> _WHAT NEEDS TO BE DONE_
Below are the records; locate each line with the word "paths" and copy it.

> _INFORMATION_
══════════
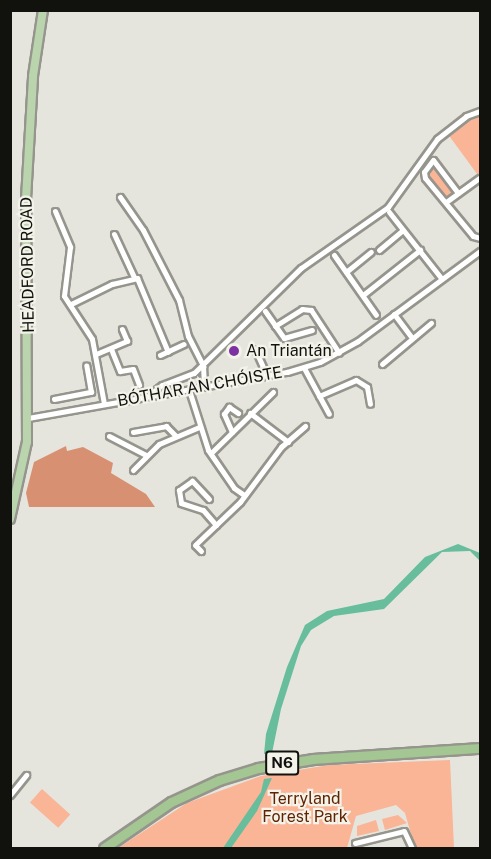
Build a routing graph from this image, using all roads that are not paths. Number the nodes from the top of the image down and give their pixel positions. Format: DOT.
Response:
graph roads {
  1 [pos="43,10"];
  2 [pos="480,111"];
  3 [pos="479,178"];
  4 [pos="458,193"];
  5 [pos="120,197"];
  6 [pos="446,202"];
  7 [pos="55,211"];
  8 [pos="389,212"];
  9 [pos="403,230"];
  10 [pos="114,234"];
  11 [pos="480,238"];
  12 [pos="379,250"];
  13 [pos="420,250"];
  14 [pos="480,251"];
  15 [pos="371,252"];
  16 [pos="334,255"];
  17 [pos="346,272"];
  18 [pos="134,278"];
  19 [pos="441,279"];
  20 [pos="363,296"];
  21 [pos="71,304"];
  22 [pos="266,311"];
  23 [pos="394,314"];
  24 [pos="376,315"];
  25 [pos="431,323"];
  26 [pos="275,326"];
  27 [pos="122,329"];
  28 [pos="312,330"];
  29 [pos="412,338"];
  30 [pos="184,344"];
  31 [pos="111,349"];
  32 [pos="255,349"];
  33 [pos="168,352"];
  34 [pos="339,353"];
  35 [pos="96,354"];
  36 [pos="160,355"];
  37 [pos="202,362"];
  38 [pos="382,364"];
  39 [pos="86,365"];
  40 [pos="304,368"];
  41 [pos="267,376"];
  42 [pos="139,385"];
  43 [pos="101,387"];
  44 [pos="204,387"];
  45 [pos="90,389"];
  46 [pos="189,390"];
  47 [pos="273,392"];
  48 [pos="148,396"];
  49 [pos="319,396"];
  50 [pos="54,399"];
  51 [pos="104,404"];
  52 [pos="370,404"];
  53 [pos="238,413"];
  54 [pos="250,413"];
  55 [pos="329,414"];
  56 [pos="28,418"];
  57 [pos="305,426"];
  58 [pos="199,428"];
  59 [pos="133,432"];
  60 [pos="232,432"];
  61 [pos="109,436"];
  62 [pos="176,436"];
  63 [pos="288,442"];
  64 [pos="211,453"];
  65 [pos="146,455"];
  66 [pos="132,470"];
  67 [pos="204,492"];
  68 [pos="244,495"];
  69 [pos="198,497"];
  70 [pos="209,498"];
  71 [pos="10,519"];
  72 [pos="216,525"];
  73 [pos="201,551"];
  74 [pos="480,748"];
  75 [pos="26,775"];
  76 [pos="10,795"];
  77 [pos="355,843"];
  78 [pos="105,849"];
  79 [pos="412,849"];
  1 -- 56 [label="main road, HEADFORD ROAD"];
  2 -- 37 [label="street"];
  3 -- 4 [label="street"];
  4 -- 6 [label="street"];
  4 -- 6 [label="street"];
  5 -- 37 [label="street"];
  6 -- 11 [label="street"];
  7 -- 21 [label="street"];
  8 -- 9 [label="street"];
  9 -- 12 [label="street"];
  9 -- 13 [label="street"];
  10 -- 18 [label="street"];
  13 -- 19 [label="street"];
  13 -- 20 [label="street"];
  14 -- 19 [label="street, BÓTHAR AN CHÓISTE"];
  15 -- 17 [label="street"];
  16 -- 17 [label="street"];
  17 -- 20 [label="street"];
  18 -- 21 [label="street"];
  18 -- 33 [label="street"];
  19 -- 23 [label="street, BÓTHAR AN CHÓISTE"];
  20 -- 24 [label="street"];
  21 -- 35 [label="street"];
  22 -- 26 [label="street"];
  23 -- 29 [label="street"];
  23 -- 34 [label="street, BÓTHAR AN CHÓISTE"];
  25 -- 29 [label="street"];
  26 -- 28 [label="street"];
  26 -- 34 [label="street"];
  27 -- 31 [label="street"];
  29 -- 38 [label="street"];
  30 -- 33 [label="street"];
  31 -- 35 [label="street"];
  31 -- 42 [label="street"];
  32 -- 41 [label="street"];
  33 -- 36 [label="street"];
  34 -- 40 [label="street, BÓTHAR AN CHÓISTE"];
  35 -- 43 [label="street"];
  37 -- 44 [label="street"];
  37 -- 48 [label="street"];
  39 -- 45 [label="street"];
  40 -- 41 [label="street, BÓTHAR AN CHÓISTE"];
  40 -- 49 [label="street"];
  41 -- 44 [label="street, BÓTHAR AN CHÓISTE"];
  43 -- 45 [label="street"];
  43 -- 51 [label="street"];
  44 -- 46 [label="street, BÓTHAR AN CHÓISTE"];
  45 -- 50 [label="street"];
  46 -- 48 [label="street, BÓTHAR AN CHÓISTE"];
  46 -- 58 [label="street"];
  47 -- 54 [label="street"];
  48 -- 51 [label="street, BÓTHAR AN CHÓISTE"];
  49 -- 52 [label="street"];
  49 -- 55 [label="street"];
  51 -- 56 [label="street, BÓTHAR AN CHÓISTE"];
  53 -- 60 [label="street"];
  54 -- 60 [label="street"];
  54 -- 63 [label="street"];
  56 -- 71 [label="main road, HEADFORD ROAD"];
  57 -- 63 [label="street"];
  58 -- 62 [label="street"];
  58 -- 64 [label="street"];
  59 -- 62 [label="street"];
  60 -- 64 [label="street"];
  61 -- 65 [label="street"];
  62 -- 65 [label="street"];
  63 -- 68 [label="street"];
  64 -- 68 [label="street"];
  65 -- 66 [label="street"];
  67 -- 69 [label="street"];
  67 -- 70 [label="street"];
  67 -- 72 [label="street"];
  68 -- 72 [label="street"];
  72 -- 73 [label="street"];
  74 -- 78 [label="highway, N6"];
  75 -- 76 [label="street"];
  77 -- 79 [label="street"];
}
══════════
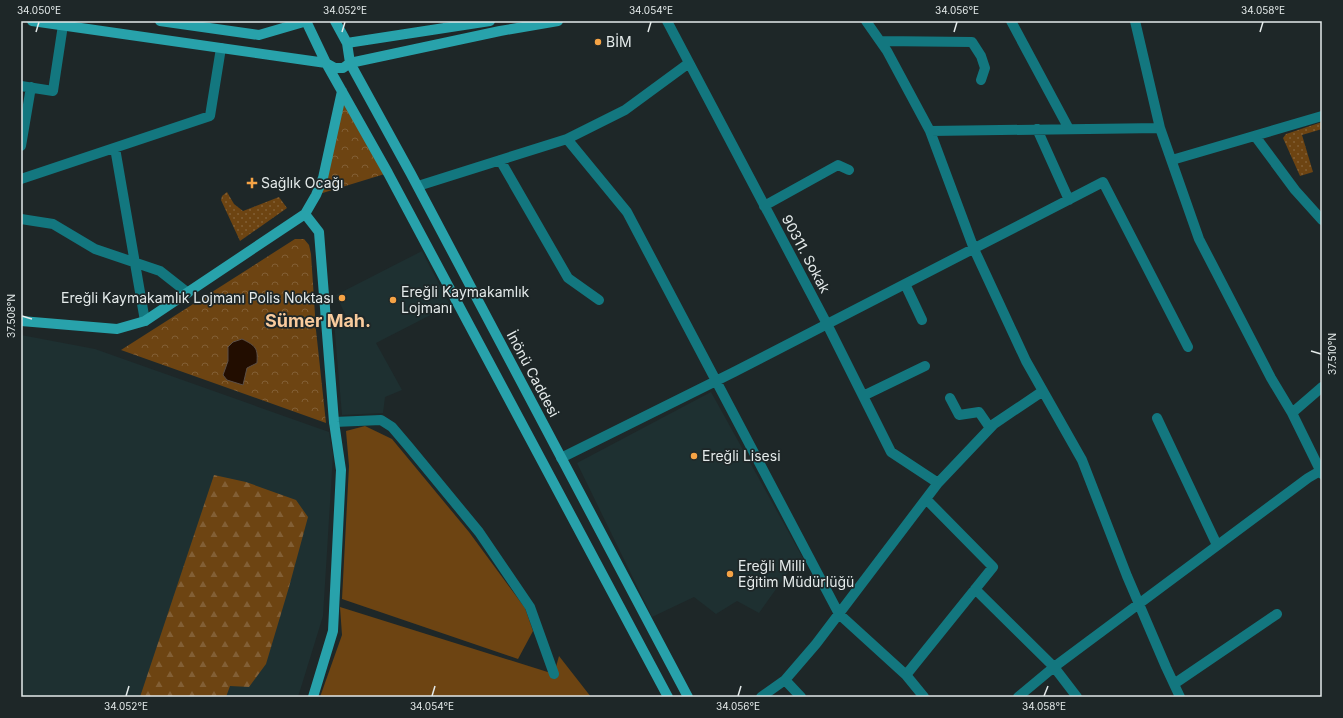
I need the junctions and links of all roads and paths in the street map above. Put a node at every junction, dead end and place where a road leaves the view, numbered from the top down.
══════════
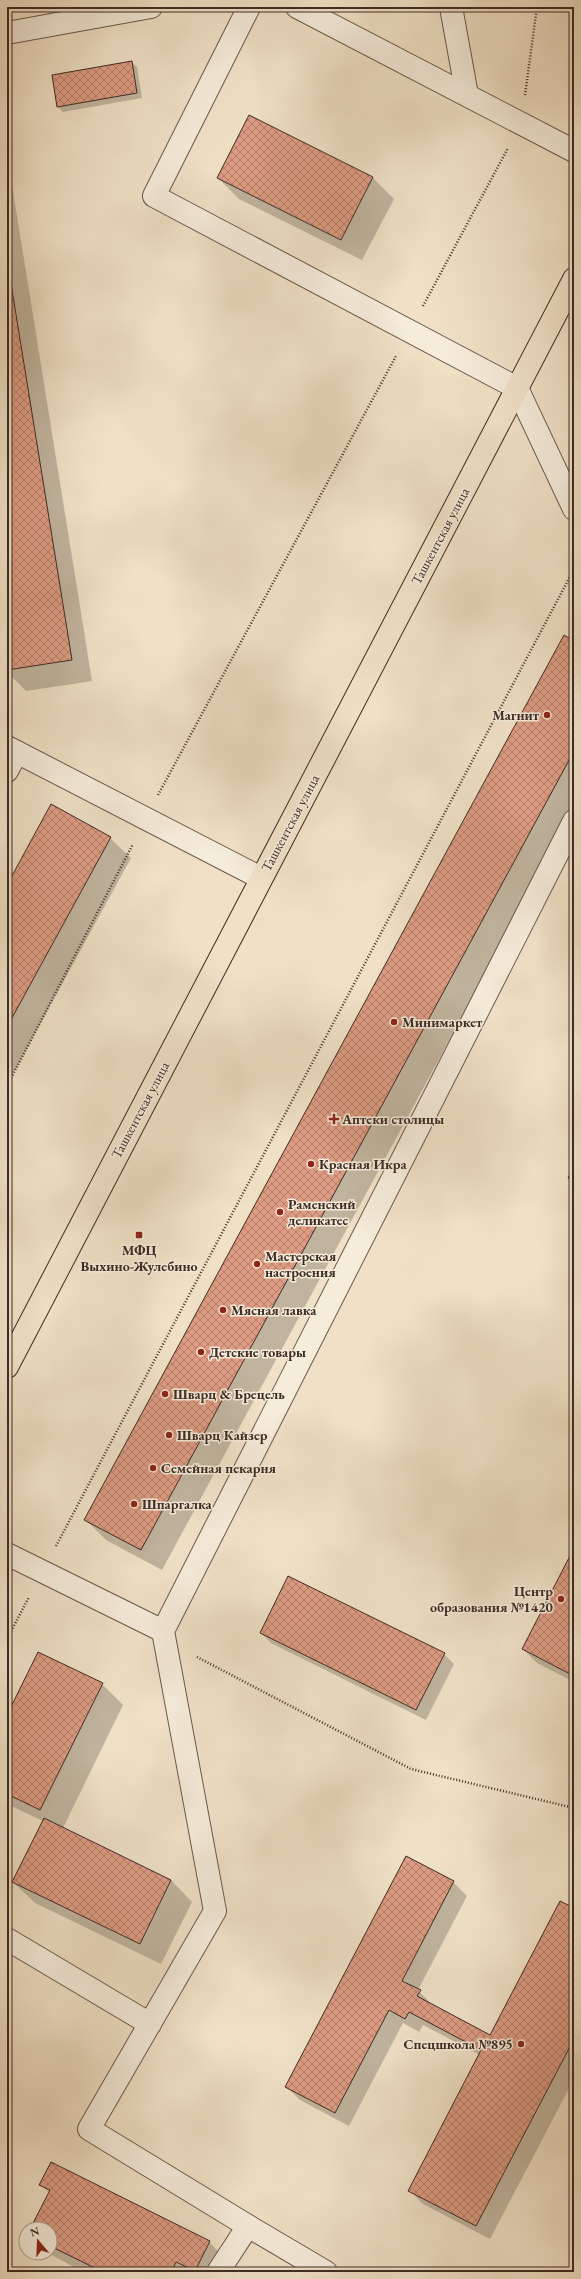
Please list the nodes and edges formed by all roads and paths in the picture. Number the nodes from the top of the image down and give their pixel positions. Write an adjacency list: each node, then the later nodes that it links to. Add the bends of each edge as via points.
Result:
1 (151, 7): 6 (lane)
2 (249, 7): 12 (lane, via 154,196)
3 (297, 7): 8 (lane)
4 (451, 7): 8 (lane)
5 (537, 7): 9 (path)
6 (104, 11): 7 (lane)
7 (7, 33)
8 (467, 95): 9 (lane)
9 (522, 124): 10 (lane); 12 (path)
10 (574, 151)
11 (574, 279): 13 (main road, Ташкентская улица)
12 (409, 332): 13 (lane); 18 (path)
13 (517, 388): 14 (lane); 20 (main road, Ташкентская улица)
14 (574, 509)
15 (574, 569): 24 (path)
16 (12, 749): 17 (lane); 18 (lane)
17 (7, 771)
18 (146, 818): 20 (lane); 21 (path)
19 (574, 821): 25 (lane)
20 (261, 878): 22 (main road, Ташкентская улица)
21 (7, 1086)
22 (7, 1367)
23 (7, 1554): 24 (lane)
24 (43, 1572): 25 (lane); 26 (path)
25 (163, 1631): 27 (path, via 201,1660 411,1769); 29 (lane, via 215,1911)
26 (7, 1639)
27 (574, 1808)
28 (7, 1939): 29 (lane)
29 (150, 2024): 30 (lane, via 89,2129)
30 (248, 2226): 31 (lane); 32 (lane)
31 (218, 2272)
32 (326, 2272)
══════════
> _WRITTEN REPLY_
Build a routing graph from this image, using all roads that are not paths. Number the nodes from the top of the image down and give their pixel positions. Format: DOT.
I need the junctions and links of all roads and paths in the street map above. Put a node at every junction, dead end and place where a road leaves the view, numbered from the top down.
Please list the nodes and edges formed by all roads and paths in the picture. Number the nodes from the top of the image down and give their pixel positions. Write an adjacency list: each node, then the later nodes that it links to. Add the bends of each edge as via points.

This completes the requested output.